There is a massive difference between what a band aspires to be, and what it is. Case in point: Kaddisfly. Shit name aside, they seek to be the forward thinking art-school tinged band of the Incubus demographic. Well… maybe not specifically Incubus, but you know that sort of modern rock radio-friendly outfit tinged with some indie / underground street cred. Set Sail the Prairie is meant to be a “sonic journey of spectacular, highly innovative musical wonders” (can you smell the trite?); in reality it bounces off the music radar, landing somewhere between ‘radio friendly’ and ‘creative exploration’, but not really in either camp.

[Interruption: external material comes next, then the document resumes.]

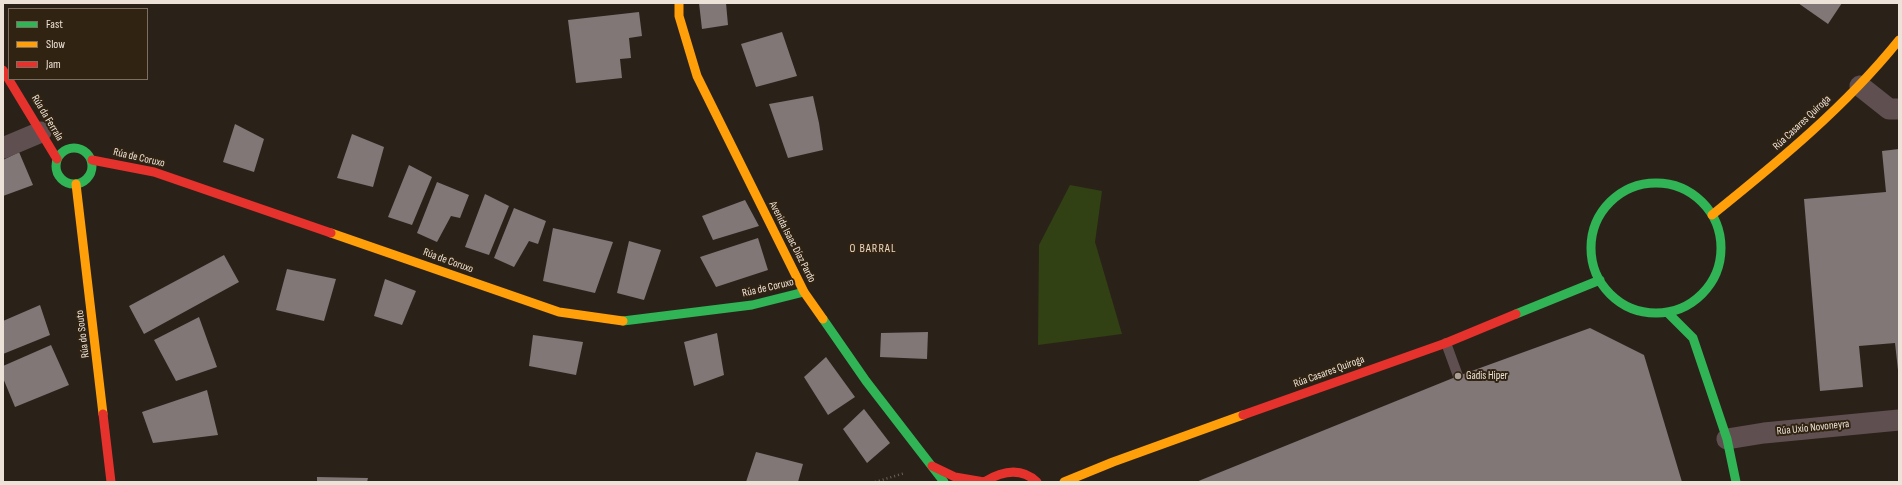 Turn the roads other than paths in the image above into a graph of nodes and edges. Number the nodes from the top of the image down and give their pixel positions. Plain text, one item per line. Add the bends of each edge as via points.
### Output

At times it touches on some intellectual song structures, guitar lines and shizzle that are interesting. Not mind blowingly innovative – we’re not talking Zappa wanking off Thurston Moore – but enough to raise an eyebrow. There is however, an overall lack of substance, which makes it difficult to really satisfy… kind of like when you’re skint and have the £1.19 Double Cheeseburger instead of the Big Mac. Nice, but it’s never going to hit the spot. This sort of artistic meandering without definite aim is typically the domain of musicians given access to a big fuck-off studio and a stash of free coke, but as this Portland five-piece had to borrow their instruments to record, it’s probably unlikely.
No doubt fans of Dredg and Coheed & Cambria’s b-sides will dig this and fill the below discussion board with witty repartee like “you just don’t get it, this is one of those albums you have to really spend time TRYING to listen to” (copyright Captain Beefheart). Maybe so, but any possible fence-sitting was quashed by the cringe-worthy Ay-may-rican accent that endures for 70 minutes. It’s that generic vocal style those Lostprophets fuckers adopt in their ‘smash hit pop song’ (snicker) ‘Last Summer’. If I am ever arrested for treason or some other such bullshit and sent to Guantanamo, I promise to tell the guards EVERYTHING if they force me to listen to this accent over and over and over again.
It would be unfair to completely write Kaddisfly off, but this is certainly selective listening for those who can handle whopping big doses of this sort of stuff. Maybe the most irritating thing about this release is the potential constantly in sight just over the horizon, but never reached.